As with most infections, other factors, such as the amount of viral exposure, type of contact and individual immune response, play a role in whether an infection takes hold.

Is monkeypox an STI?

While sexual encounters are currently the predominant mode of transmission among reported cases, monkeypox is not a sexually transmitted infection. STIs are spread primarily through sexual contact, while monkeypox can spread through any form of prolonged, close contact.

Close contact that transmits the monkeypox virus involves encounters that are typically more intimate or involved than having a casual conversation or standing next to someone in an elevator. Transmission requires exchange of mucosal fluids or direct contact with the virus in sufficient quantity to seed an infection. This could occur through physical contact during kissing or cuddling.

Because sexual encounters involve direct skin-to-skin physical contact where bodily fluids may be exchanged, these close encounters can transmit viruses more easily. Recently, monkeypox DNA has been detected in feces and various body fluids, including saliva, blood, semen and urine. But the presence of viral DNA does not necessarily mean that the virus can infect someone else. Transmission from these sources is still under investigation.
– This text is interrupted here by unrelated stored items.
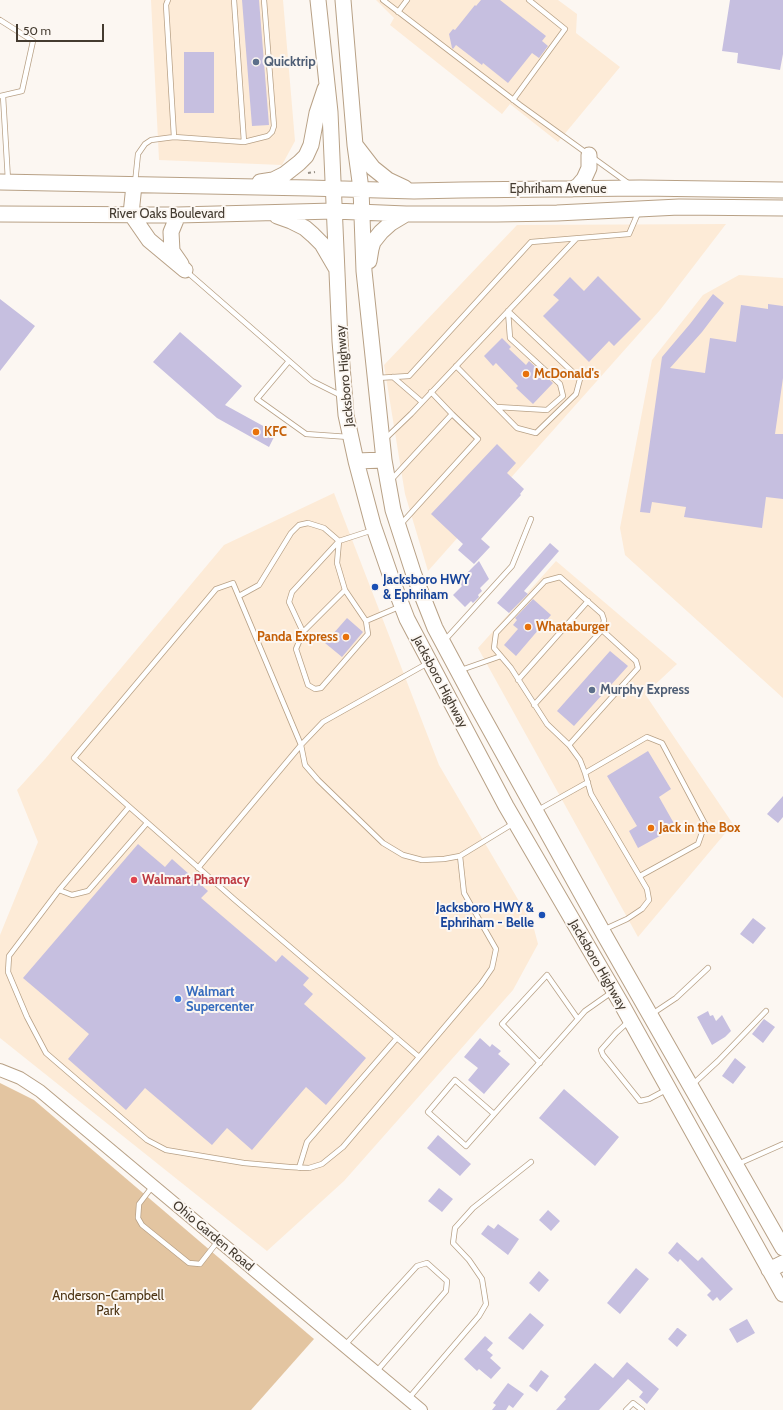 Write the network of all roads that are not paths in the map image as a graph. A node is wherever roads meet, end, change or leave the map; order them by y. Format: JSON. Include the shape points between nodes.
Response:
{"nodes":[{"id":1,"x":168,"y":0,"type":"edge"},
{"id":2,"x":234,"y":0,"type":"edge"},
{"id":3,"x":264,"y":0,"type":"edge"},
{"id":4,"x":318,"y":0,"type":"edge"},
{"id":5,"x":343,"y":0,"type":"edge"},
{"id":6,"x":382,"y":0,"type":"edge"},
{"id":7,"x":407,"y":0,"type":"edge"},
{"id":8,"x":529,"y":0,"type":"edge"},
{"id":9,"x":398,"y":12,"type":"junction"},
{"id":10,"x":0,"y":20,"type":"edge"},
{"id":11,"x":326,"y":86,"type":"junction"},
{"id":12,"x":2,"y":96,"type":"edge"},
{"id":13,"x":513,"y":100,"type":"junction"},
{"id":14,"x":174,"y":137,"type":"junction"},
{"id":15,"x":244,"y":142,"type":"junction"},
{"id":16,"x":355,"y":145,"type":"junction"},
{"id":17,"x":589,"y":155,"type":"junction"},
{"id":18,"x":4,"y":182,"type":"edge"},
{"id":19,"x":134,"y":184,"type":"junction"},
{"id":20,"x":238,"y":186,"type":"junction"},
{"id":21,"x":333,"y":188,"type":"junction"},
{"id":22,"x":640,"y":188,"type":"junction"},
{"id":23,"x":361,"y":189,"type":"junction"},
{"id":24,"x":572,"y":189,"type":"junction"},
{"id":25,"x":778,"y":190,"type":"edge"},
{"id":26,"x":414,"y":191,"type":"junction"},
{"id":27,"x":783,"y":208,"type":"edge"},
{"id":28,"x":640,"y":209,"type":"junction"},
{"id":29,"x":334,"y":211,"type":"junction"},
{"id":30,"x":362,"y":213,"type":"junction"},
{"id":31,"x":0,"y":214,"type":"edge"},
{"id":32,"x":131,"y":214,"type":"junction"},
{"id":33,"x":178,"y":214,"type":"junction"},
{"id":34,"x":270,"y":214,"type":"junction"},
{"id":35,"x":406,"y":214,"type":"junction"},
{"id":36,"x":576,"y":239,"type":"junction"},
{"id":37,"x":185,"y":270,"type":"junction"},
{"id":38,"x":337,"y":270,"type":"junction"},
{"id":39,"x":508,"y":311,"type":"junction"},
{"id":40,"x":369,"y":320,"type":"junction"},
{"id":41,"x":289,"y":361,"type":"junction"},
{"id":42,"x":456,"y":366,"type":"junction"},
{"id":43,"x":393,"y":377,"type":"junction"},
{"id":44,"x":376,"y":378,"type":"junction"},
{"id":45,"x":431,"y":392,"type":"junction"},
{"id":46,"x":345,"y":398,"type":"junction"},
{"id":47,"x":422,"y":402,"type":"junction"},
{"id":48,"x":497,"y":408,"type":"junction"},
{"id":49,"x":452,"y":414,"type":"junction"},
{"id":50,"x":351,"y":437,"type":"junction"},
{"id":51,"x":382,"y":442,"type":"junction"},
{"id":52,"x":384,"y":460,"type":"junction"},
{"id":53,"x":356,"y":461,"type":"junction"},
{"id":54,"x":388,"y":483,"type":"junction"},
{"id":55,"x":531,"y":519,"type":"dead end"},
{"id":56,"x":399,"y":527,"type":"junction"},
{"id":57,"x":374,"y":529,"type":"junction"},
{"id":58,"x":339,"y":541,"type":"junction"},
{"id":59,"x":345,"y":590,"type":"junction"},
{"id":60,"x":239,"y":596,"type":"junction"},
{"id":61,"x":588,"y":601,"type":"junction"},
{"id":62,"x":402,"y":606,"type":"junction"},
{"id":63,"x":366,"y":621,"type":"junction"},
{"id":64,"x":602,"y":630,"type":"junction"},
{"id":65,"x":303,"y":632,"type":"junction"},
{"id":66,"x":443,"y":643,"type":"junction"},
{"id":67,"x":501,"y":656,"type":"junction"},
{"id":68,"x":429,"y":663,"type":"junction"},
{"id":69,"x":458,"y":671,"type":"junction"},
{"id":70,"x":518,"y":680,"type":"junction"},
{"id":71,"x":534,"y":705,"type":"junction"},
{"id":72,"x":569,"y":744,"type":"junction"},
{"id":73,"x":301,"y":745,"type":"junction"},
{"id":74,"x":585,"y":773,"type":"junction"},
{"id":75,"x":588,"y":782,"type":"junction"},
{"id":76,"x":129,"y":807,"type":"junction"},
{"id":77,"x":536,"y":811,"type":"junction"},
{"id":78,"x":515,"y":822,"type":"junction"},
{"id":79,"x":147,"y":823,"type":"junction"},
{"id":80,"x":460,"y":856,"type":"junction"},
{"id":81,"x":198,"y":868,"type":"junction"},
{"id":82,"x":640,"y":876,"type":"junction"},
{"id":83,"x":59,"y":890,"type":"junction"},
{"id":84,"x":602,"y":930,"type":"junction"},
{"id":85,"x":708,"y":968,"type":"dead end"},
{"id":86,"x":614,"y":991,"type":"junction"},
{"id":87,"x":766,"y":1011,"type":"dead end"},
{"id":88,"x":651,"y":1015,"type":"junction"},
{"id":89,"x":578,"y":1019,"type":"junction"},
{"id":90,"x":630,"y":1020,"type":"junction"},
{"id":91,"x":397,"y":1038,"type":"junction"},
{"id":92,"x":419,"y":1057,"type":"junction"},
{"id":93,"x":540,"y":1063,"type":"junction"},
{"id":94,"x":0,"y":1070,"type":"edge"},
{"id":95,"x":691,"y":1086,"type":"junction"},
{"id":96,"x":668,"y":1088,"type":"junction"},
{"id":97,"x":494,"y":1114,"type":"junction"},
{"id":98,"x":783,"y":1144,"type":"edge"},
{"id":99,"x":531,"y":1162,"type":"dead end"},
{"id":100,"x":736,"y":1165,"type":"junction"},
{"id":101,"x":299,"y":1168,"type":"junction"},
{"id":102,"x":153,"y":1186,"type":"junction"},
{"id":103,"x":218,"y":1240,"type":"junction"},
{"id":104,"x":783,"y":1248,"type":"edge"},
{"id":105,"x":783,"y":1263,"type":"edge"},
{"id":106,"x":769,"y":1270,"type":"junction"},
{"id":107,"x":783,"y":1294,"type":"edge"},
{"id":108,"x":344,"y":1346,"type":"junction"},
{"id":109,"x":376,"y":1372,"type":"junction"},
{"id":110,"x":408,"y":1400,"type":"junction"},
{"id":111,"x":421,"y":1410,"type":"edge"},
{"id":112,"x":626,"y":1410,"type":"edge"},
{"id":113,"x":642,"y":1410,"type":"edge"}],
"edges":[{"from":1,"to":14,"type":"lane","via":[[166,5]]},
{"from":2,"to":15,"type":"lane"},
{"from":3,"to":15,"type":"lane","via":[[274,126],[268,136]]},
{"from":4,"to":11,"type":"main road","name":"Jacksboro Highway"},
{"from":5,"to":16,"type":"main road","name":"Jacksboro Highway"},
{"from":6,"to":9,"type":"lane"},
{"from":7,"to":9,"type":"lane"},
{"from":8,"to":13,"type":"lane","via":[[564,29]]},
{"from":9,"to":13,"type":"lane"},
{"from":10,"to":12,"type":"lane","via":[[33,41],[22,91]]},
{"from":11,"to":20,"type":"main road","via":[[317,113],[311,145],[299,164],[272,180]]},
{"from":11,"to":21,"type":"main road","name":"Jacksboro Highway"},
{"from":12,"to":18,"type":"lane"},
{"from":13,"to":17,"type":"lane"},
{"from":14,"to":15,"type":"lane"},
{"from":14,"to":19,"type":"lane","via":[[151,140],[145,144],[138,154]]},
{"from":16,"to":23,"type":"main road","name":"Jacksboro Highway"},
{"from":16,"to":26,"type":"main road","via":[[373,168],[388,180]]},
{"from":17,"to":22,"type":"lane","via":[[625,181]]},
{"from":17,"to":24,"type":"main road","via":[[584,179]]},
{"from":18,"to":19,"type":"main road"},
{"from":19,"to":20,"type":"main road"},
{"from":19,"to":32,"type":"main road"},
{"from":20,"to":21,"type":"main road"},
{"from":21,"to":23,"type":"main road","name":"Ephriham Avenue"},
{"from":21,"to":29,"type":"main road","name":"Jacksboro Highway"},
{"from":22,"to":24,"type":"main road","name":"Ephriham Avenue"},
{"from":22,"to":25,"type":"main road","name":"Ephriham Avenue"},
{"from":23,"to":26,"type":"main road","name":"Ephriham Avenue"},
{"from":23,"to":30,"type":"main road","name":"Jacksboro Highway"},
{"from":24,"to":26,"type":"main road","name":"Ephriham Avenue"},
{"from":25,"to":28,"type":"main road","via":[[765,195],[654,196]]},
{"from":27,"to":28,"type":"main road","name":"Ephriham Avenue"},
{"from":28,"to":35,"type":"main road","name":"Ephriham Avenue","via":[[557,213]]},
{"from":28,"to":36,"type":"lane","via":[[629,234]]},
{"from":29,"to":30,"type":"main road","name":"Ephriham Avenue"},
{"from":29,"to":34,"type":"main road","name":"River Oaks Boulevard"},
{"from":29,"to":38,"type":"main road","name":"Jacksboro Highway"},
{"from":30,"to":35,"type":"main road","name":"Ephriham Avenue"},
{"from":30,"to":40,"type":"main road","name":"Jacksboro Highway"},
{"from":31,"to":32,"type":"main road","name":"River Oaks Boulevard"},
{"from":32,"to":33,"type":"main road","name":"River Oaks Boulevard"},
{"from":32,"to":37,"type":"main road","via":[[149,240]]},
{"from":33,"to":34,"type":"main road","name":"River Oaks Boulevard"},
{"from":33,"to":37,"type":"main road","via":[[172,232],[172,250]]},
{"from":34,"to":38,"type":"main road","via":[[305,228],[322,244]]},
{"from":35,"to":40,"type":"main road","via":[[391,223],[373,242],[369,258]]},
{"from":36,"to":39,"type":"lane"},
{"from":36,"to":43,"type":"lane","via":[[532,242],[409,376]]},
{"from":37,"to":41,"type":"lane"},
{"from":38,"to":46,"type":"main road","name":"Jacksboro Highway"},
{"from":39,"to":42,"type":"lane"},
{"from":39,"to":48,"type":"lane","via":[[510,338],[560,384],[563,396],[548,410]]},
{"from":39,"to":48,"type":"lane","via":[[580,379],[576,394],[536,433],[517,428]]},
{"from":40,"to":44,"type":"main road","name":"Jacksboro Highway"},
{"from":41,"to":46,"type":"lane","via":[[312,381]]},
{"from":41,"to":50,"type":"lane","via":[[257,399],[306,434]]},
{"from":42,"to":45,"type":"lane"},
{"from":42,"to":48,"type":"lane"},
{"from":43,"to":44,"type":"lane"},
{"from":43,"to":47,"type":"lane"},
{"from":44,"to":51,"type":"main road","name":"Jacksboro Highway"},
{"from":45,"to":47,"type":"lane"},
{"from":45,"to":49,"type":"lane"},
{"from":46,"to":50,"type":"main road","name":"Jacksboro Highway"},
{"from":47,"to":51,"type":"lane"},
{"from":49,"to":54,"type":"lane"},
{"from":49,"to":56,"type":"lane","via":[[478,439]]},
{"from":50,"to":53,"type":"main road","name":"Jacksboro Highway"},
{"from":51,"to":52,"type":"main road","name":"Jacksboro Highway"},
{"from":52,"to":53,"type":"main road"},
{"from":52,"to":54,"type":"main road","name":"Jacksboro Highway"},
{"from":53,"to":57,"type":"main road","name":"Jacksboro Highway"},
{"from":54,"to":56,"type":"main road","name":"Jacksboro Highway"},
{"from":55,"to":66,"type":"lane","via":[[512,566]]},
{"from":56,"to":66,"type":"main road","name":"Jacksboro Highway","via":[[414,575]]},
{"from":57,"to":58,"type":"lane"},
{"from":57,"to":62,"type":"main road","name":"Jacksboro Highway"},
{"from":58,"to":59,"type":"lane","via":[[337,563]]},
{"from":58,"to":60,"type":"lane","via":[[324,528],[308,523],[299,525],[291,533],[259,585]]},
{"from":58,"to":65,"type":"lane","via":[[292,592],[289,602]]},
{"from":59,"to":63,"type":"lane"},
{"from":59,"to":65,"type":"lane"},
{"from":60,"to":73,"type":"lane"},
{"from":60,"to":76,"type":"lane","via":[[233,583],[216,589],[74,758]]},
{"from":61,"to":64,"type":"lane","via":[[602,614]]},
{"from":61,"to":67,"type":"lane","via":[[560,577],[544,581],[496,633],[494,648]]},
{"from":61,"to":70,"type":"lane"},
{"from":62,"to":63,"type":"lane"},
{"from":62,"to":68,"type":"main road","name":"Jacksboro Highway"},
{"from":63,"to":65,"type":"lane","via":[[368,634],[321,688],[315,689],[308,685],[296,649]]},
{"from":64,"to":71,"type":"lane"},
{"from":64,"to":72,"type":"lane","via":[[636,661],[638,668]]},
{"from":66,"to":69,"type":"main road","name":"Jacksboro Highway"},
{"from":67,"to":69,"type":"lane"},
{"from":67,"to":70,"type":"lane"},
{"from":68,"to":73,"type":"lane","via":[[323,722]]},
{"from":68,"to":78,"type":"main road","name":"Jacksboro Highway"},
{"from":69,"to":77,"type":"main road","name":"Jacksboro Highway"},
{"from":70,"to":71,"type":"lane"},
{"from":71,"to":72,"type":"lane","via":[[547,724]]},
{"from":72,"to":74,"type":"lane"},
{"from":73,"to":80,"type":"lane","via":[[305,765],[383,843],[403,855],[422,860]]},
{"from":73,"to":81,"type":"lane"},
{"from":74,"to":75,"type":"lane"},
{"from":74,"to":82,"type":"lane","via":[[647,737],[662,743],[705,824],[698,844]]},
{"from":75,"to":77,"type":"lane"},
{"from":75,"to":82,"type":"lane","via":[[591,794]]},
{"from":76,"to":79,"type":"lane"},
{"from":76,"to":83,"type":"lane"},
{"from":77,"to":78,"type":"main road"},
{"from":77,"to":84,"type":"main road","name":"Jacksboro Highway"},
{"from":78,"to":80,"type":"lane"},
{"from":78,"to":86,"type":"main road","name":"Jacksboro Highway"},
{"from":79,"to":81,"type":"lane"},
{"from":79,"to":83,"type":"lane","via":[[88,891],[72,894]]},
{"from":80,"to":92,"type":"lane","via":[[464,893],[496,950],[492,968],[481,984]]},
{"from":81,"to":91,"type":"lane"},
{"from":82,"to":84,"type":"lane","via":[[648,889],[649,900],[642,909]]},
{"from":83,"to":101,"type":"lane","via":[[9,956],[8,972],[46,1053],[147,1140],[166,1150],[244,1163]]},
{"from":84,"to":88,"type":"main road","name":"Jacksboro Highway"},
{"from":85,"to":88,"type":"lane","via":[[676,998]]},
{"from":86,"to":89,"type":"lane"},
{"from":86,"to":90,"type":"main road","name":"Jacksboro Highway"},
{"from":87,"to":95,"type":"lane","via":[[718,1062]]},
{"from":88,"to":95,"type":"main road","name":"Jacksboro Highway"},
{"from":89,"to":93,"type":"lane"},
{"from":89,"to":93,"type":"lane","via":[[547,975],[502,1024]]},
{"from":90,"to":96,"type":"main road","name":"Jacksboro Highway"},
{"from":90,"to":96,"type":"lane","via":[[601,1050],[603,1055],[640,1100],[649,1099]]},
{"from":91,"to":92,"type":"lane"},
{"from":91,"to":101,"type":"lane","via":[[307,1142]]},
{"from":92,"to":101,"type":"lane","via":[[343,1147],[322,1164]]},
{"from":93,"to":97,"type":"lane"},
{"from":94,"to":102,"type":"street","name":"Ohio Garden Road","via":[[20,1078],[40,1091]]},
{"from":95,"to":100,"type":"main road","name":"Jacksboro Highway"},
{"from":96,"to":106,"type":"main road","name":"Jacksboro Highway"},
{"from":97,"to":97,"type":"lane","via":[[466,1146],[428,1112],[455,1080]]},
{"from":98,"to":100,"type":"lane"},
{"from":99,"to":110,"type":"lane","via":[[473,1208],[455,1228],[453,1243],[482,1279],[486,1304]]},
{"from":100,"to":104,"type":"main road","name":"Jacksboro Highway"},
{"from":102,"to":103,"type":"street","name":"Ohio Garden Road"},
{"from":102,"to":103,"type":"lane","via":[[139,1204],[138,1218],[142,1225],[189,1263],[200,1264]]},
{"from":103,"to":108,"type":"street","name":"Ohio Garden Road"},
{"from":105,"to":106,"type":"main road"},
{"from":106,"to":107,"type":"main road","name":"Jacksboro Highway"},
{"from":108,"to":109,"type":"street","name":"Ohio Garden Road"},
{"from":108,"to":109,"type":"lane","via":[[417,1266],[427,1263],[447,1281],[446,1290]]},
{"from":109,"to":110,"type":"street","name":"Ohio Garden Road"},
{"from":110,"to":111,"type":"street","name":"Ohio Garden Road"},
{"from":112,"to":113,"type":"lane","via":[[633,1403]]}]}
As the virus moves through populations, public health officials focus on getting the message out to the most at-risk and hardest hit communities about how to stay safe. Currently, breaking the transmission chain among sexual contacts is a priority, including but not limited to MSM communities. Targeted messaging is meant to protect the health of a specific group, not to stigmatize the intended audience.

Other modes of transmission may play a greater role outside the MSM community. Household transmission, where individuals may come into close contact with infected people or contaminated items, is one of the most common types of exposure. Research is ongoing into the potential airborne and respiratory droplet spread of monkeypox in the current situation.

Outbreaks are dynamic situations that evolve over time, which is why public health messages may change as the epidemic progresses. Not every outbreak looks or behaves the same way – even pathogens seen in previous outbreaks can be different the next time around. As researchers learn more about how the disease is transmitted and identify changes in patterns of spread, public health officials will provide updates about specific forms of contact, behaviors or other factors that could increase infection risk. While changing guidelines can be frustrating or confusing, keeping up to date with the latest recommendations can help you protect yourself and stay safe.

What do I do if I’ve been exposed to monkeypox?

Anyone who has been infected can help contain spread by isolating from others, including pets. Covering skin lesions, wearing a mask in shared spaces and decontaminating shared surfaces or items, such as bed linens, dishes, clothes or towels, can also reduce spread.

You can also help interrupt the transmission chain by participating in contact tracing, notifying public health officials of others who may have been exposed through you, which is a basic tenet and common practice of disease control.

The Centers for Disease Control and Prevention has further guidance on how to control monkeypox spread in both household settings and shared living facilities.

Lastly, getting vaccinated as soon as possible can still protect you from severe illness even if you’ve already been infected.